Nocifensive behavior-related laser heat-evoked component in the rostral agranular insular cortex revealed using morphine analgesia

- Morphine potentiate the long latency component of laser heat-evoked response in RAIC.
- RAIC potentiated component occurred specifically in paw lifting nocifensive behavior.
- RAIC, SmI and ACC process nociceptive inputs differentially.

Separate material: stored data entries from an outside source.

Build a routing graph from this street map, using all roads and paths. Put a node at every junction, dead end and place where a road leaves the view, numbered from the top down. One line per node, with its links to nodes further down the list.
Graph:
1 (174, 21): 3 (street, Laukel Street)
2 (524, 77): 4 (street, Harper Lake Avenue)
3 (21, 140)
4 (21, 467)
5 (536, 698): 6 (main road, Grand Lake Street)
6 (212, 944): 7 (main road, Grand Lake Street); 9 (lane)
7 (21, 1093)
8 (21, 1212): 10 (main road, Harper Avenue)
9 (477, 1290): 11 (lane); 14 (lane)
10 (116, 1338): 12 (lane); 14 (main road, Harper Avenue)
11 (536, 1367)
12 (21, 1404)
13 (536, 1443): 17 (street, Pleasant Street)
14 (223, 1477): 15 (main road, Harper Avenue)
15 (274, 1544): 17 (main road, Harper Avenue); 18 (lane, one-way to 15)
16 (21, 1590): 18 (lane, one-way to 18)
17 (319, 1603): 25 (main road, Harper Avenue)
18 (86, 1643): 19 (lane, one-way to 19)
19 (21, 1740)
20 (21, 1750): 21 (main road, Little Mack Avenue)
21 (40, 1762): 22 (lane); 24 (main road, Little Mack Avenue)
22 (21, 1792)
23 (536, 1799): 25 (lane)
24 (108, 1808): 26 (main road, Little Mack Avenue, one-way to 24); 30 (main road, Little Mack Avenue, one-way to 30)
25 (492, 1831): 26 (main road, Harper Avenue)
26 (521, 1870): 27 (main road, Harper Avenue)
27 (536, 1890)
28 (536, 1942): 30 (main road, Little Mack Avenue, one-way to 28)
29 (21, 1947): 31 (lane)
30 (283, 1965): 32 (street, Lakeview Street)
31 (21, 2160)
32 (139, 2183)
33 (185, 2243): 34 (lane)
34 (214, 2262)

The rostral agranular insular cortex (RAIC), an opioid-responsive site, is essential for modulating nociception in rats. Our previous studies have shown that morphine suppressed long latency laser heat-evoked nociceptive responses in the primary somatosensory cortex (SmI). By contrast, morphine significantly attenuated both short and long latency responses in the anterior cingulate cortex (ACC). The present study assessed the effect of morphine on laser heat-evoked responses in the RAIC. Laser heat irradiation applied to the rat forepaws at graded levels was used as a specific noxious stimulus. In the RAIC, the first part of the long latency component (140-250 ms) of the laser heat-evoked response was enhanced by intraperitoneal morphine (5 mg/kg). When the laser heat-evoked cortical responses were examined for trials showing strong nocifensive movement (paw licking), moderate nocifensive movement (paw lifting), and no nocifensive movement, a 140-250 ms period enhancement was observed in the RAIC only for the paw lifting movement. This enhancement was absent in the SmI. Thus, our data suggest that the RAIC has a pain-related behavior-dependent neuronal component. Furthermore, the RAIC, ACC, and SmI are differentially modulated by morphine analgesia.